I enjoyed Witold Rybczynski's "Waiting for the Weekend" and his discussion of the political, personal and technical difficulties in getting our citizens in the habit of going to work each day. It wasn't easy to go from an agricultural life of hard work done on your own time to getting to a workplace by 9 and staying until 5. Humans have not always had a modern industrial schedule, I imagine many don't have one now.
In fact, the idea of a job, of employment, seems to be a fairly recent invention limited to just industrialized countries. I imagine shopkeepers all over the world have somewhat set and public hours. But when a person loses his job, the plant closes, the factory is moved to another state, then it is back to the old situation of being on your own. You might have unemployment benefits for a while and some of them are only available if you can document that you have found some job openings and have applied to fill them. What if there are no jobs to be found? In the Depression, the iconic solution was to sell apples on the street corner.
Today, we have soup kitchens, homeless shelters, food pantries . Those who feel that the lazy grasshopper is morally deficient while the busy ant and the industrious squirrel are the models for all animals sometimes express suspicions that some people don't really try to find work.

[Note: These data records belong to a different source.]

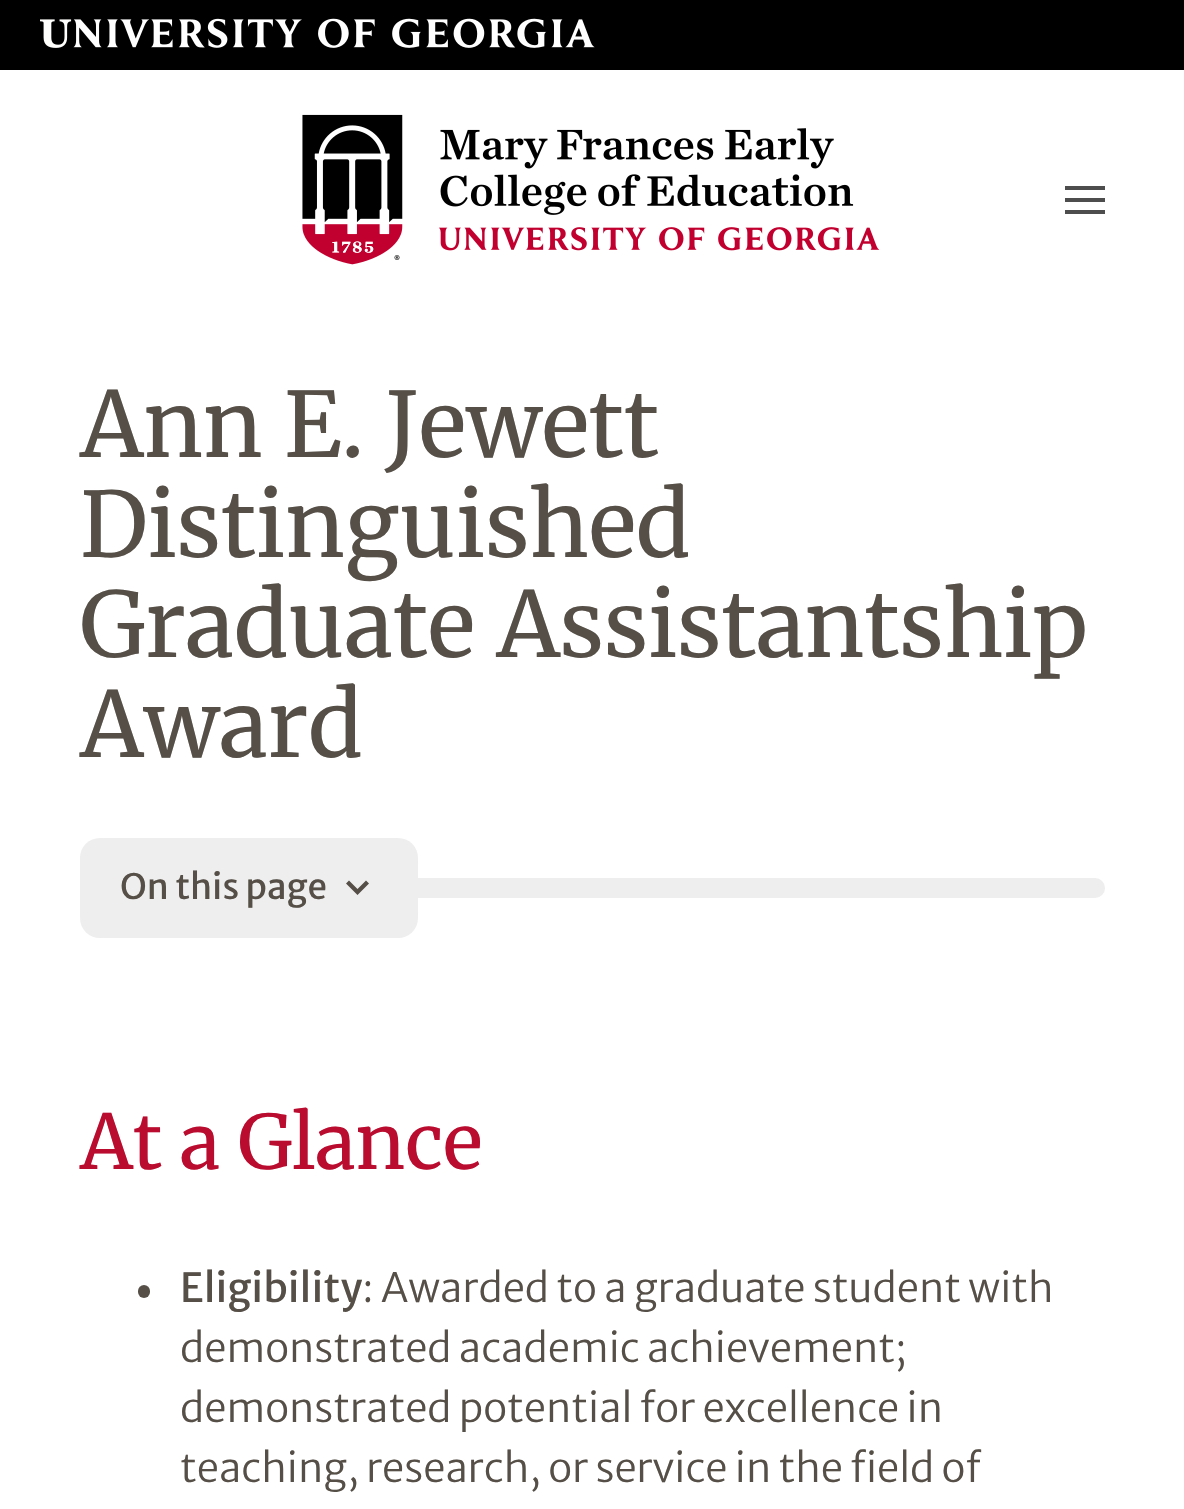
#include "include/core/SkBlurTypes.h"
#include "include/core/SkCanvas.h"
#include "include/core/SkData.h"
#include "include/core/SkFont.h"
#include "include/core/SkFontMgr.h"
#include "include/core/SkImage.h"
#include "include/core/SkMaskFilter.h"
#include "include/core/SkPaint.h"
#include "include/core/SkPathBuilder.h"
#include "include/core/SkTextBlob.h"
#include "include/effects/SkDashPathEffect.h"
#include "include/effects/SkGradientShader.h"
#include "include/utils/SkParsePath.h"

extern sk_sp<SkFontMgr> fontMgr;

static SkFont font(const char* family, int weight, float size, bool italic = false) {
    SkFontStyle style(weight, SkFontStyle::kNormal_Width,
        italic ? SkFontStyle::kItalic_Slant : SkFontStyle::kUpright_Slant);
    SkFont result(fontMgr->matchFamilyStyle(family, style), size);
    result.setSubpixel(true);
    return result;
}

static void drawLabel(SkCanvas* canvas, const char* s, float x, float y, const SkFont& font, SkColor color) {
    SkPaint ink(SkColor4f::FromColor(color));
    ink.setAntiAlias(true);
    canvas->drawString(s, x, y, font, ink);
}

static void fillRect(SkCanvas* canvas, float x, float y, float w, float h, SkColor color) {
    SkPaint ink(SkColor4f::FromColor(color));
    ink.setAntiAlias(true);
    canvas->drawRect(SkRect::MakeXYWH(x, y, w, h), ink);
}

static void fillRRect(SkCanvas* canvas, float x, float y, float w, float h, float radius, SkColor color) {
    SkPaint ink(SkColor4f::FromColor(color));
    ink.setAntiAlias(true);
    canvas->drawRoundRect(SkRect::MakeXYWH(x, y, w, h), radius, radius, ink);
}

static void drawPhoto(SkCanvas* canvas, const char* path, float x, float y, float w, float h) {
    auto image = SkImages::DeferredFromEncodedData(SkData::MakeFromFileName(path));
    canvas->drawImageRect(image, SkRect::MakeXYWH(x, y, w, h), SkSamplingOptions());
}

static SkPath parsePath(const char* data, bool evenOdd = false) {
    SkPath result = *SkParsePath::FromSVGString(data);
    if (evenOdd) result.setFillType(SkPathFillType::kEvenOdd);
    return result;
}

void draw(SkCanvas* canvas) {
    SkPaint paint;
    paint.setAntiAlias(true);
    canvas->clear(0xFFFFFFFF);
    fillRect(canvas, 0, 0, 1184, 70, 0xFF000000);
    drawPhoto(canvas, "assets/img1.png", 40, 18, 555, 30);
    drawPhoto(canvas, "assets/img2.png", 302, 114, 578, 151);
    paint.setColor(0xFF4D4D4D);
    canvas->drawPath(parsePath("M1065 186H1105V190H1065ZM1065 198H1105V202H1065ZM1065 210H1105V214H1065V180Z"), paint);
    SkFont font1 = font("Merriweather", 400, 90);
    drawLabel(canvas, "Ann E. Jewett", 80, 457, font1, 0xFF554F47);
    drawLabel(canvas, "Distinguished", 80, 557, font1, 0xFF554F47);
    drawLabel(canvas, "Graduate Assistantship", 80, 657, font1, 0xFF554F47);
    drawLabel(canvas, "Award", 80, 757, font1, 0xFF554F47);
    fillRRect(canvas, 80, 878, 1025, 20, 10, 0xFFEEEEEE);
    fillRRect(canvas, 80, 838, 338, 100, 20, 0xFFEEEEEE);
    SkFont font2 = font("Merriweather Sans", 400, 35);
    drawLabel(canvas, "On this page", 120, 899, font2, 0xFF554F47);
    paint.setColor(0xFF554F47);
    canvas->drawPath(parsePath("M356 893.5L357.5 895L369 883.5L366 880.5L357.5 889L349 880.5L346 883.5Z"), paint);
    SkFont font3 = font("Merriweather", 400, 75);
    drawLabel(canvas, "At a Glance", 80, 1169, font3, 0xFFBA0C2F);
    fillRRect(canvas, 138, 1285, 12, 13, 6, 0xFF554F47);
    SkFont font4 = font("Merriweather Sans", 400, 40);
    drawLabel(canvas, "Eligibility", 180, 1302, font4, 0xFF554F47);
    SkFont font5 = font("Merriweather Sans", 300, 40);
    drawLabel(canvas, ": Awarded to a graduate student with", 362, 1302, font5, 0xFF554F47);
    drawLabel(canvas, "demonstrated academic achievement;", 180, 1362, font5, 0xFF554F47);
    drawLabel(canvas, "demonstrated potential for excellence in", 180, 1422, font5, 0xFF554F47);
    drawLabel(canvas, "teaching, research, or service in the field of", 180, 1482, font5, 0xFF554F47);
}
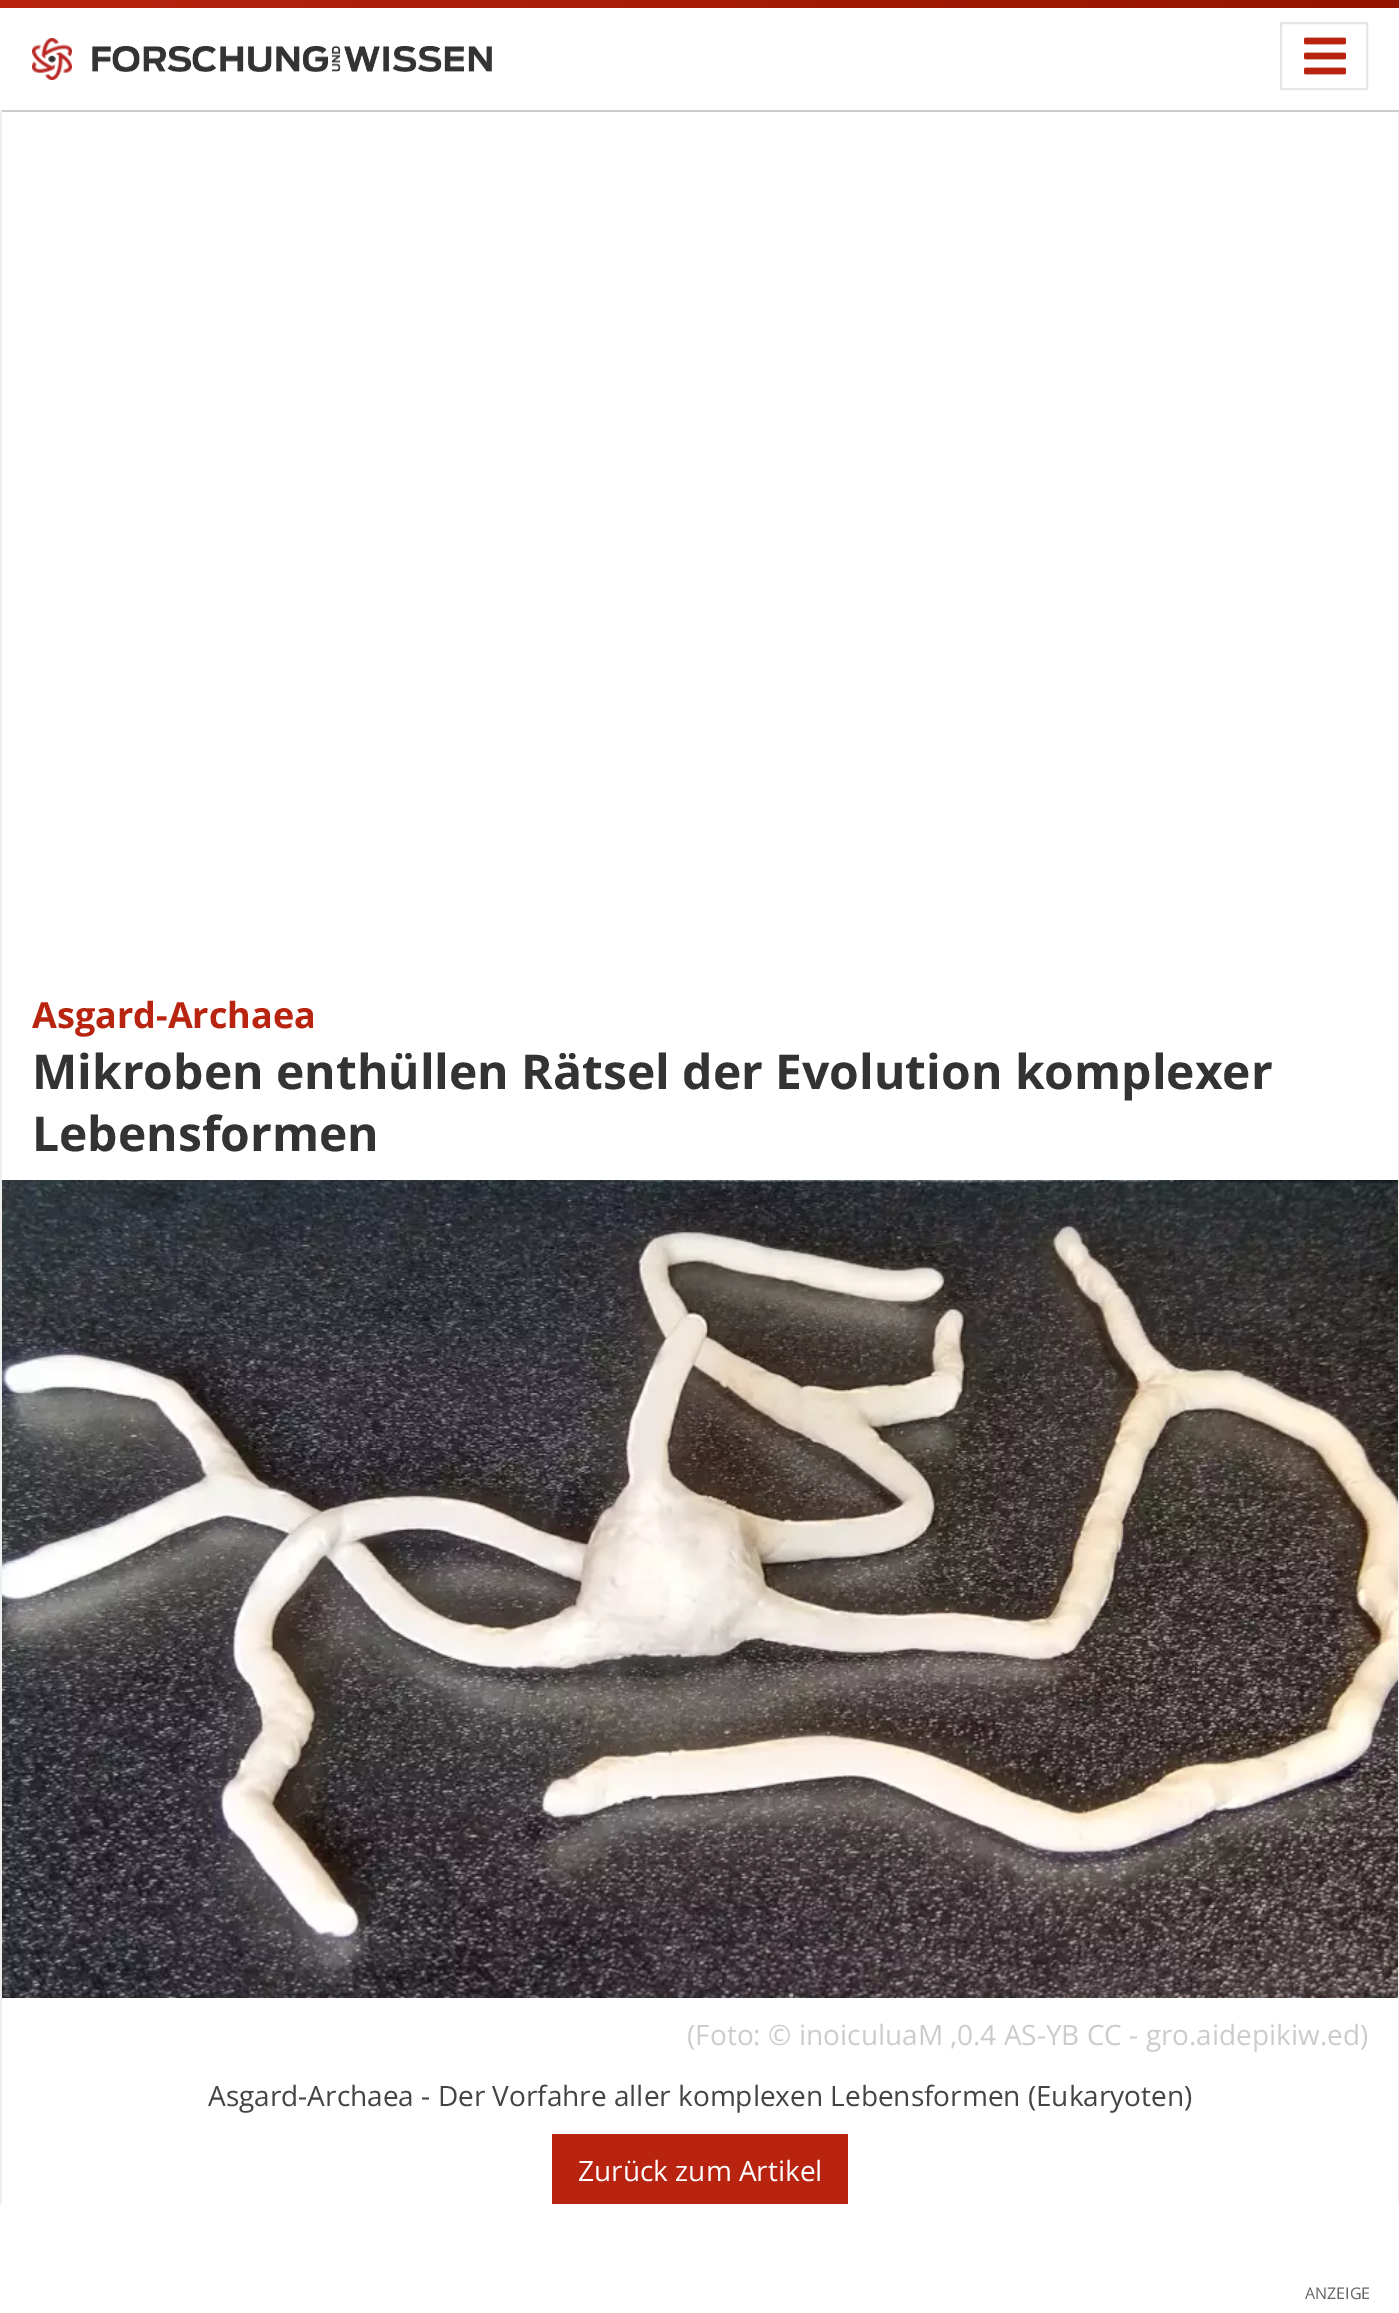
%!PS
<< /PageSize [1399 2313] >> setpagedevice
/picture { 5 dict begin { /h /w /y /x /name } { exch def } forall
  gsave x y translate w h scale
  w h 8 [w 0 0 h 0 0] name (r) file false 3 colorimage grestore end } def
0 2313 translate 1 -1 scale
4 setmiterlimit
1 setgray
0 0 1399 2313 rectfill
0.8 setgray
0 110 1399 2 rectfill
0.933 setgray
0 110 2 2 rectfill
gsave newpath 0 0 moveto 1399 0 lineto 1399 8 lineto 0 8 lineto closepath clip newpath
<< /ShadingType 2 /ColorSpace /DeviceRGB /Coords [-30 4 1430 4] /Extend [true true] /Function << /FunctionType 2 /Domain [0 1] /C0 [0.725 0.141 0.063] /C1 [0.573 0.082 0] /N 1 >> >> shfill grestore
(img1.rgb) 32 38 40 42 picture
(img2.rgb) 92 46 400 26 picture
0.902 setgray
2 setlinewidth
1281 23 86 66 rectstroke
(img3.rgb) 1304 37 42 38 picture
0.933 setgray
1398 112 1 2092 rectfill
0 112 2 2092 rectfill
/OpenSans-Bold [36 0 0 -36 0 0] selectfont
0.725 0.141 0.063 setrgbcolor
32 1028 moveto (Asgard-Archaea) show
/OpenSans-Bold [48 0 0 -48 0 0] selectfont
0.2 setgray
32 1089 moveto (Mikroben enthüllen Rätsel der Evolution komplexer) show
32 1151 moveto (Lebensformen) show
(img4.rgb) 2 1180 1396 818 picture
/OpenSans-Regular [28 0 0 -28 0 0] selectfont
0.8 setgray
687 2045 moveto (\(Foto: ©) show
799 2045 moveto (inoiculuaM) show
950 2045 moveto (,) show
957 2045 moveto (0.4 AS-YB CC - gro.aidepikiw.ed) show
1360 2045 moveto (\)) show
0.267 setgray
208 2106 moveto (Asgard-Archaea - Der Vorfahre aller komplexen Lebensformen \(Eukaryoten\)) show
0.725 0.141 0.063 setrgbcolor
552 2134 296 70 rectfill
1 setgray
578 2181 moveto (Zurück zum Artikel) show
/OpenSans-Regular [16 0 0 -16 0 0] selectfont
0.4 setgray
1305 2299 moveto (ANZEIGE) show
showpage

Maybe they live on welfare, government attempts to keep people from starving to death.
But when you think about it, accepting free food instead of committing oneself to a job doing what you don't like, or what is boring or dangerous -- that might be a rational choice. Perhaps as the world gets wealthier, there will be enough food, donated tv's and cars, blankets and housing that many people will decide to philosophically elect a simple, basic life supported by society. Perhaps the moral pressure to make a living will dissipate and few will accept employment. If little needs to be done for all to live, that might be the majority's choice.